KARACHI: With Karachi’s air quality deteriorating sharply, experts and officials alike are urging coordinated action, reliable data, and lasting investment in clean-air measures. They caution that pollution can no longer be treated solely as an environmental problem — it has grown into a major public health and economic threat for the city.

Echoing the growing alarm among environmental professionals, M Jibran Khalid Kidwai, Chief Executive Officer of Management Environmental and Social Solutions Ltd., describes Karachi’s air-quality crisis as “extremely urgent.” He warns that particulate matter levels have repeatedly crossed hazardous thresholds in recent years, placing Pakistan among the countries with the highest urban pollution burdens. “As the nation’s largest economic hub, Karachi not only suffers from this exposure but also amplifies its national impact,” he says.

He believes the solution cannot come through fragmented efforts. “No single lever will fix this,” he stresses. “Cities that have successfully improved air quality rely on a combined strategy — clear policy, emission-standard enforcement, technology investments, and public engagement. Integrated planning that aligns regulation, finance, and outreach delivers results faster than isolated measures.”

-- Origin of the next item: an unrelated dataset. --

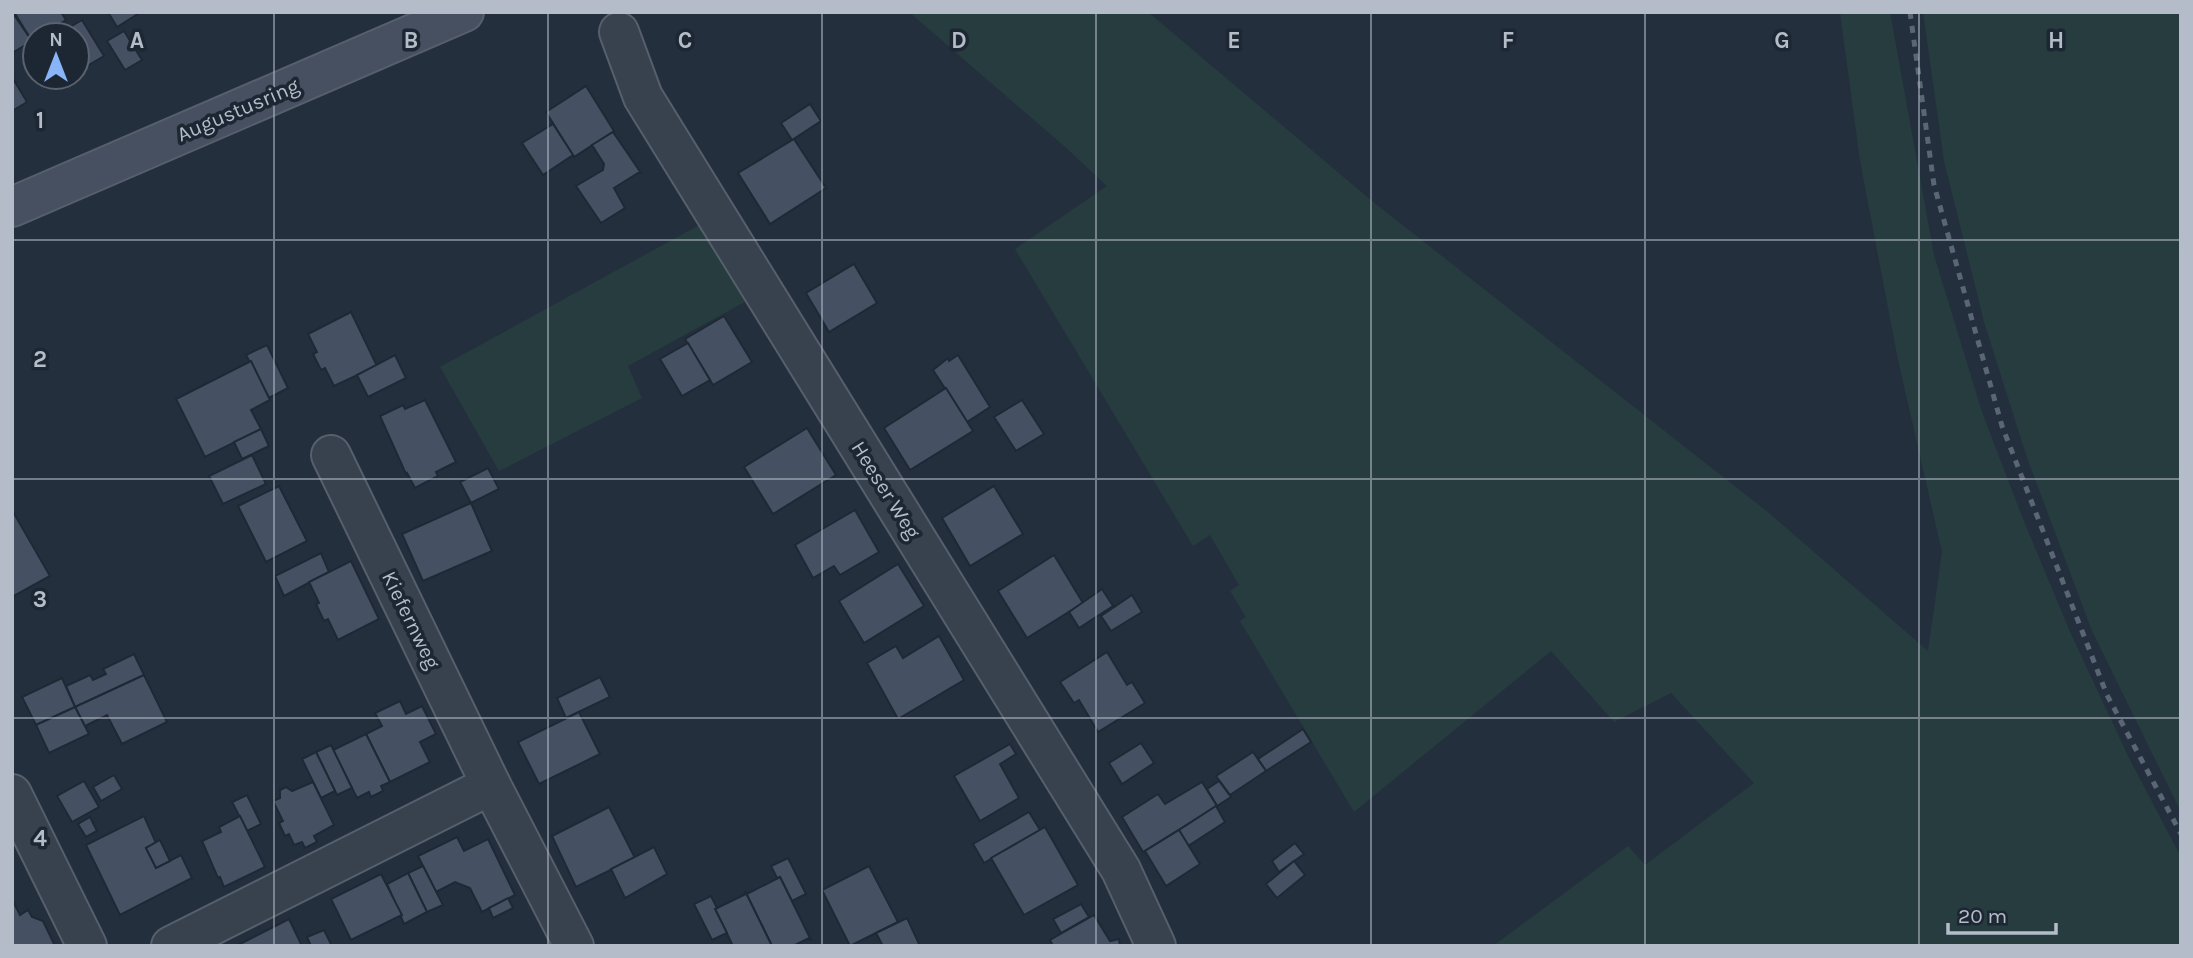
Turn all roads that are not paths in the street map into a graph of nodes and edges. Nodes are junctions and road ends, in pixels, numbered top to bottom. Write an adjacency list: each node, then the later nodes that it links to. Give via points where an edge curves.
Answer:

Central to any such effort, he adds, is a credible, real-time monitoring system to track pollution levels and guide decisions. While a fully comprehensive network remains costly, Karachi could adopt a hybrid approach — a few high-quality reference stations at key industrial, residential, and traffic sites; calibrated, low-cost sensor grids to extend coverage; and satellite data or modelling to fill remaining gaps. “This layered model provides near-real-time information while keeping costs manageable,” he explains.

M Jibran Khalid Kidwai
Recalling the short-lived JICA-supported monitoring stations, he points out that technology alone doesn’t sustain itself. “Weak ownership, limited technical capacity, and the absence of open data policies undermined their continuity.” Future projects, he emphasises, must be “locally owned, technically supported, and publicly accountable.”

Kidwai, also an environmental and sustainability specialist, calls for transparent, accessible data sharing through dashboards, health advisories, and regular policy briefs. “Data should flow to citizens and decision-makers alike,” he says, adding that civil society, researchers, and the media can amplify public understanding and accountability.

For him, clean air is both a public health necessity and an economic priority. “Cleaner air reduces disease burden, boosts productivity, and strengthens Karachi’s resilience,” he concludes. “It’s not just an environmental issue — it’s a foundation for the city’s sustainable future.”

Waqar Hussain Phulpoto
Policy response and institutional commitment

Representing the government’s perspective, Waqar Hussain Phulpoto, Director General of the Sindh Environmental Protection Agency (SEPA), acknowledges that Karachi’s air quality is “a priority challenge” for the provincial authorities. “As a bustling metropolis, the city faces complex environmental pressures that demand sustained attention,” he says. SEPA, he adds, is “actively engaged in assessing and prioritising measures to enhance environmental health in line with sustainable development goals.”

Phulpoto agrees that a multifaceted strategy — combining policy reform, enforcement, technology, and public engagement — is essential for improvement. “No single measure can resolve an issue as wide-ranging as air pollution,” he notes. “We are exploring synergies across frameworks, enforcement mechanisms, technological advancements, and community involvement to foster a cleaner Karachi.”

Central to this effort, he says, is upgrading Karachi’s monitoring capacity. While acknowledging current gaps in real-time data coverage, Phulpoto stresses that SEPA is working diligently to strengthen its infrastructure and is exploring partnerships to expand data collection and analysis. “Credible monitoring is the backbone of informed decision-making,” he remarks.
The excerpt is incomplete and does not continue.